[Opening Given records section]
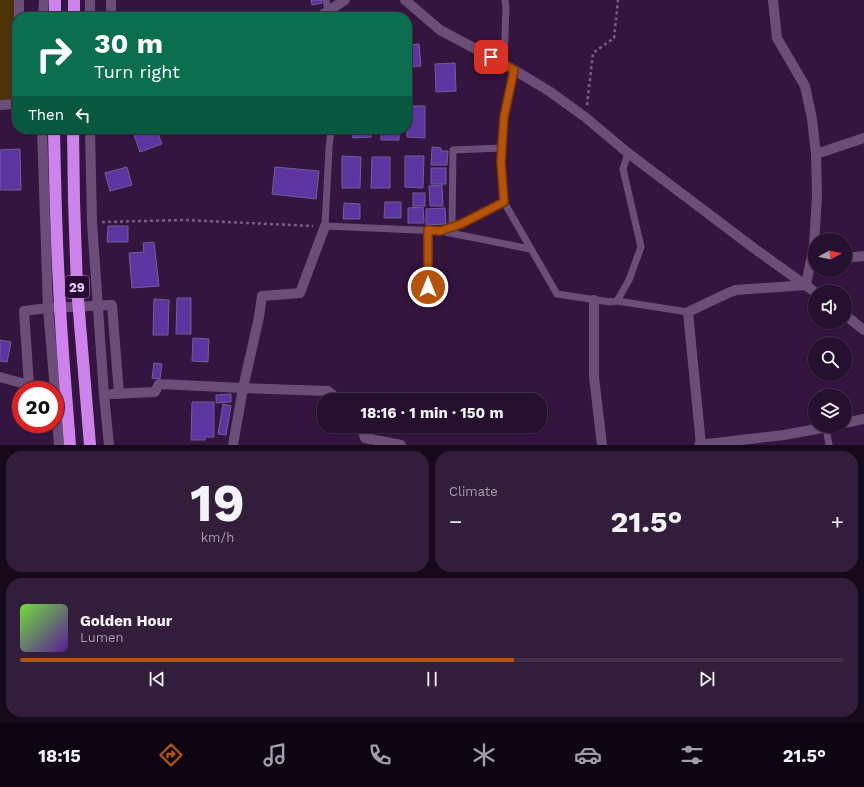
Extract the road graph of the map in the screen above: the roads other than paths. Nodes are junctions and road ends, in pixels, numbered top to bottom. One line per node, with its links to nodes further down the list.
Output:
1 (19, 0): 12 (street)
2 (44, 0): 13 (street)
3 (55, 0): 14 (highway)
4 (74, 0): 15 (highway)
5 (90, 0): 16 (street)
6 (111, 0): 17 (street)
7 (326, 0): 18 (lane)
8 (345, 0): 19 (street)
9 (405, 0): 20 (street)
10 (505, 0): 20 (lane)
11 (773, 0): 32 (street)
12 (18, 12)
13 (44, 12)
14 (54, 12)
15 (74, 12)
16 (90, 12)
17 (111, 12)
18 (329, 12)
19 (331, 12)
20 (504, 64): 21 (street)
21 (514, 70): 30 (lane); 31 (street)
22 (12, 104): 23 (street)
23 (0, 105)
24 (42, 134): 48 (street)
25 (54, 134): 65 (highway, 29, bridge)
26 (73, 134): 66 (highway, 29, bridge)
27 (90, 134): 47 (street)
28 (330, 134): 34 (lane)
29 (864, 138): 32 (street)
30 (502, 148): 33 (lane); 35 (lane)
31 (628, 153): 43 (street); 46 (lane)
32 (816, 154): 38 (street)
33 (504, 202): 35 (lane); 39 (lane)
34 (325, 226): 36 (lane); 54 (street)
35 (452, 227): 37 (lane)
36 (428, 230): 37 (lane); 44 (lane)
37 (440, 231): 39 (lane)
38 (815, 233)
39 (530, 249): 45 (lane)
40 (864, 256): 41 (street)
41 (852, 257)
42 (808, 277): 43 (street)
43 (806, 285): 49 (street)
44 (428, 287)
45 (594, 300): 46 (lane); 70 (street)
46 (617, 301): 49 (lane)
47 (98, 305): 48 (street); 56 (street); 57 (street)
48 (48, 308): 52 (street); 53 (street)
49 (688, 312): 71 (street)
50 (852, 321): 51 (street)
51 (864, 330)
52 (0, 377)
53 (54, 381)
54 (243, 388): 55 (street); 56 (street); 68 (street)
55 (330, 393)
56 (119, 394): 57 (street)
57 (104, 395): 67 (street)
58 (864, 419): 59 (street)
59 (852, 422)
60 (808, 431): 71 (street)
61 (58, 433): 64 (street)
62 (364, 433): 69 (street)
63 (829, 433): 72 (lane)
64 (59, 445)
65 (70, 445)
66 (90, 445)
67 (109, 445)
68 (233, 445)
69 (401, 445)
70 (602, 445)
71 (700, 445)
72 (829, 445)

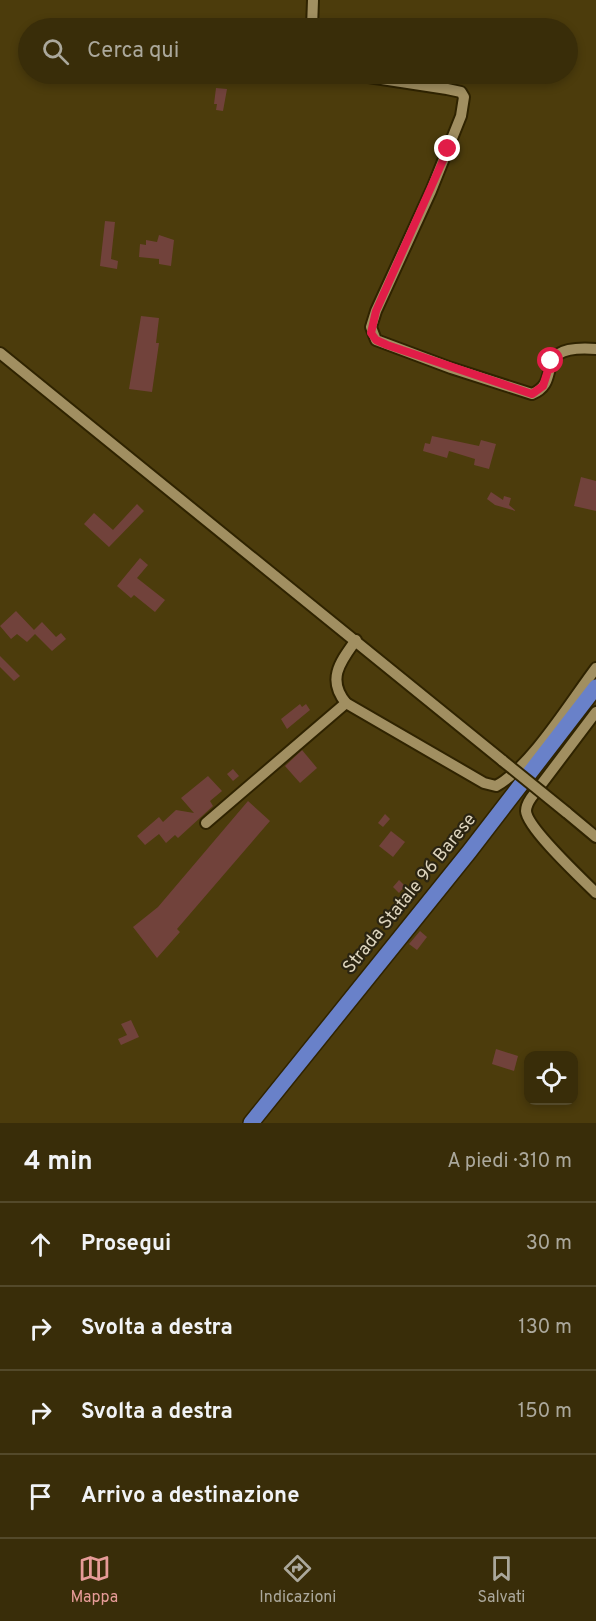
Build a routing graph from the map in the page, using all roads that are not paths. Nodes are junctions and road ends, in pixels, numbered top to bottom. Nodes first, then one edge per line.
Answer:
1 (313, 0) edge
2 (312, 18) edge
3 (415, 84) edge
4 (596, 349) edge
5 (0, 353) edge
6 (356, 639) junction
7 (596, 668) edge
8 (596, 687) edge
9 (346, 703) junction
10 (596, 712) edge
11 (206, 823) dead end
12 (596, 837) edge
13 (596, 894) edge
14 (251, 1123) edge

1 - 2 street
3 - 4 street
5 - 6 street
6 - 9 street
6 - 12 street, bridge
7 - 9 street
8 - 14 highway, Strada Statale 96 Barese
9 - 11 street
10 - 13 street

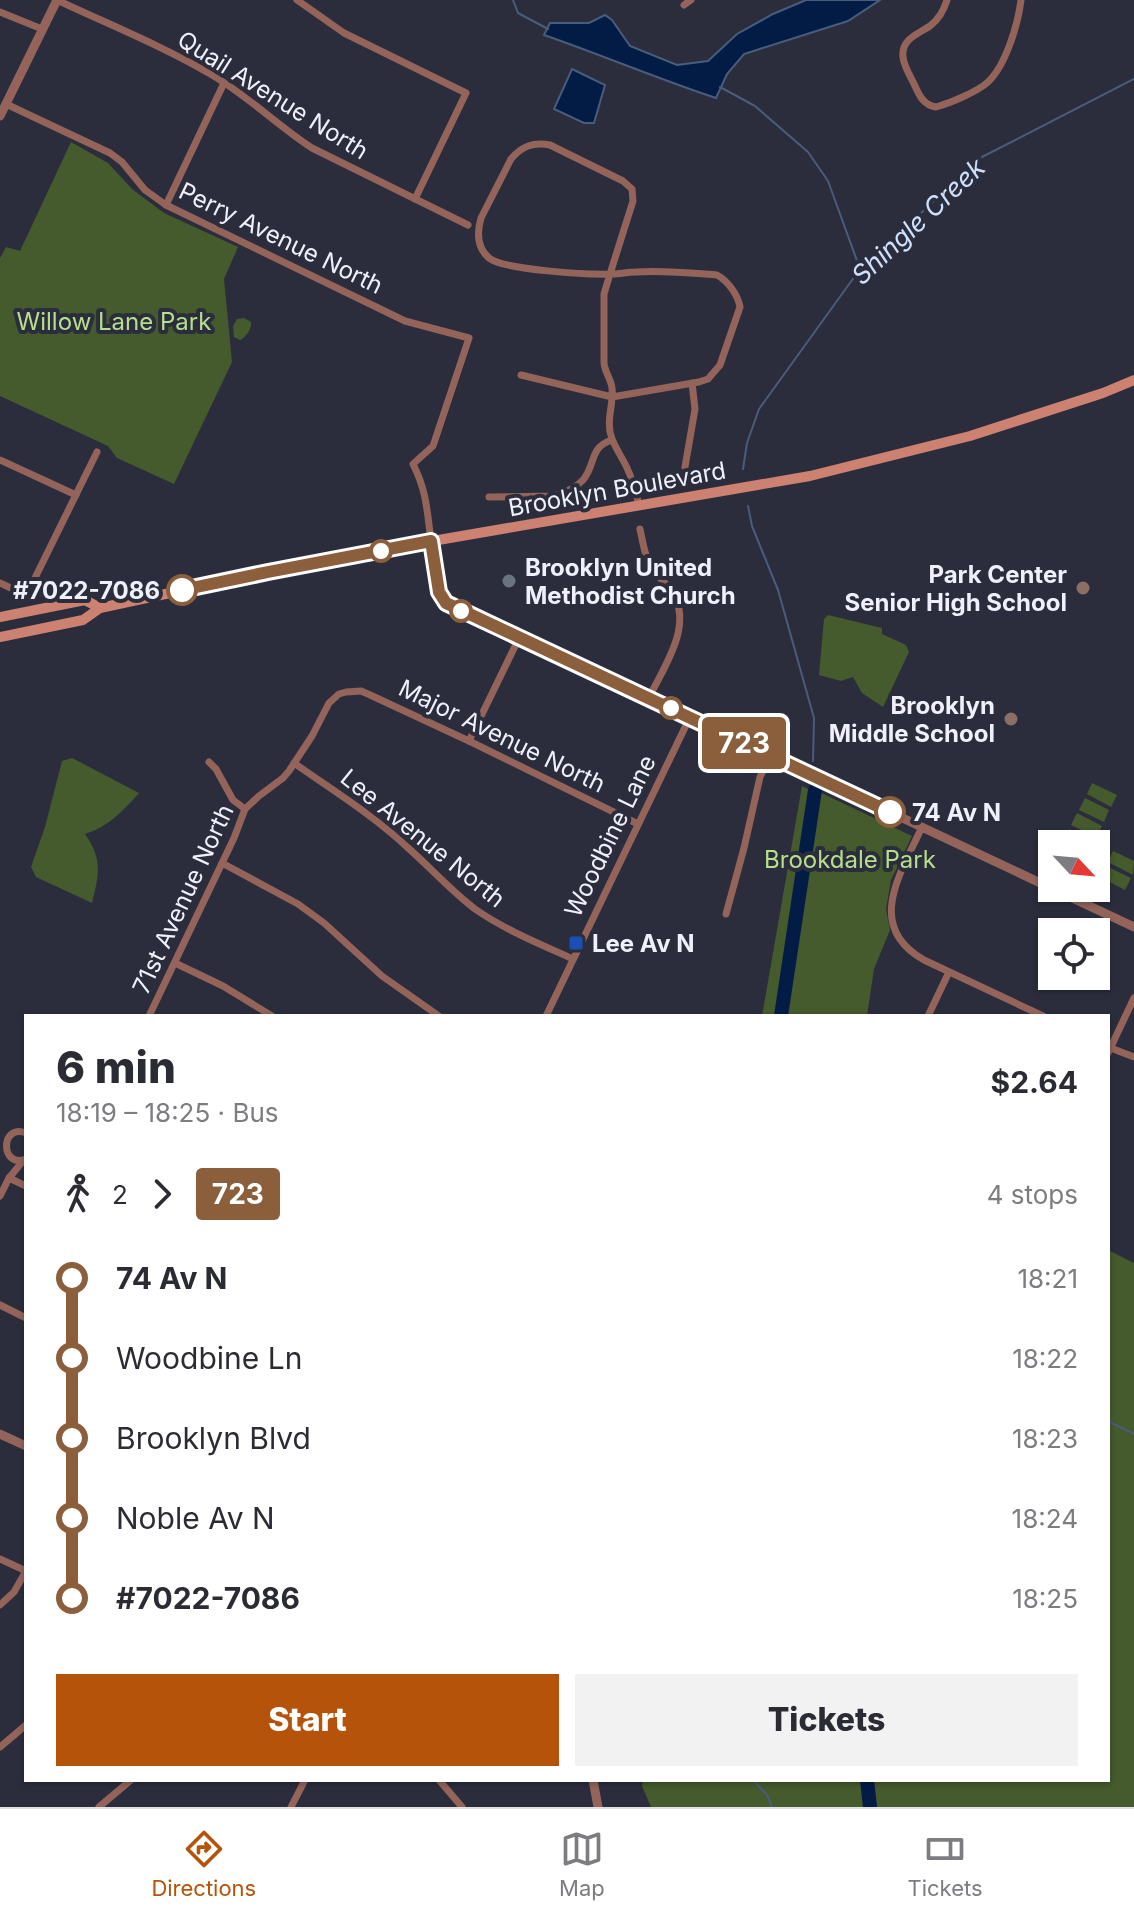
[Closing Given records section]
### What needs to be done
What is needed is an exact copy of every record above, minus the images.

### Written response
Extract the road graph of the map in the screen above: the roads other than paths. Nodes are junctions and road ends, in pixels, numbered top to bottom. One line per node, with its links to nodes further down the list.
Output:
1 (19, 0): 12 (street)
2 (44, 0): 13 (street)
3 (55, 0): 14 (highway)
4 (74, 0): 15 (highway)
5 (90, 0): 16 (street)
6 (111, 0): 17 (street)
7 (326, 0): 18 (lane)
8 (345, 0): 19 (street)
9 (405, 0): 20 (street)
10 (505, 0): 20 (lane)
11 (773, 0): 32 (street)
12 (18, 12)
13 (44, 12)
14 (54, 12)
15 (74, 12)
16 (90, 12)
17 (111, 12)
18 (329, 12)
19 (331, 12)
20 (504, 64): 21 (street)
21 (514, 70): 30 (lane); 31 (street)
22 (12, 104): 23 (street)
23 (0, 105)
24 (42, 134): 48 (street)
25 (54, 134): 65 (highway, 29, bridge)
26 (73, 134): 66 (highway, 29, bridge)
27 (90, 134): 47 (street)
28 (330, 134): 34 (lane)
29 (864, 138): 32 (street)
30 (502, 148): 33 (lane); 35 (lane)
31 (628, 153): 43 (street); 46 (lane)
32 (816, 154): 38 (street)
33 (504, 202): 35 (lane); 39 (lane)
34 (325, 226): 36 (lane); 54 (street)
35 (452, 227): 37 (lane)
36 (428, 230): 37 (lane); 44 (lane)
37 (440, 231): 39 (lane)
38 (815, 233)
39 (530, 249): 45 (lane)
40 (864, 256): 41 (street)
41 (852, 257)
42 (808, 277): 43 (street)
43 (806, 285): 49 (street)
44 (428, 287)
45 (594, 300): 46 (lane); 70 (street)
46 (617, 301): 49 (lane)
47 (98, 305): 48 (street); 56 (street); 57 (street)
48 (48, 308): 52 (street); 53 (street)
49 (688, 312): 71 (street)
50 (852, 321): 51 (street)
51 (864, 330)
52 (0, 377)
53 (54, 381)
54 (243, 388): 55 (street); 56 (street); 68 (street)
55 (330, 393)
56 (119, 394): 57 (street)
57 (104, 395): 67 (street)
58 (864, 419): 59 (street)
59 (852, 422)
60 (808, 431): 71 (street)
61 (58, 433): 64 (street)
62 (364, 433): 69 (street)
63 (829, 433): 72 (lane)
64 (59, 445)
65 (70, 445)
66 (90, 445)
67 (109, 445)
68 (233, 445)
69 (401, 445)
70 (602, 445)
71 (700, 445)
72 (829, 445)

Build a routing graph from the map in the page, using all roads that are not paths. Nodes are junctions and road ends, in pixels, numbered top to bottom. Nodes first, then one edge per line.
Answer:
1 (313, 0) edge
2 (312, 18) edge
3 (415, 84) edge
4 (596, 349) edge
5 (0, 353) edge
6 (356, 639) junction
7 (596, 668) edge
8 (596, 687) edge
9 (346, 703) junction
10 (596, 712) edge
11 (206, 823) dead end
12 (596, 837) edge
13 (596, 894) edge
14 (251, 1123) edge

1 - 2 street
3 - 4 street
5 - 6 street
6 - 9 street
6 - 12 street, bridge
7 - 9 street
8 - 14 highway, Strada Statale 96 Barese
9 - 11 street
10 - 13 street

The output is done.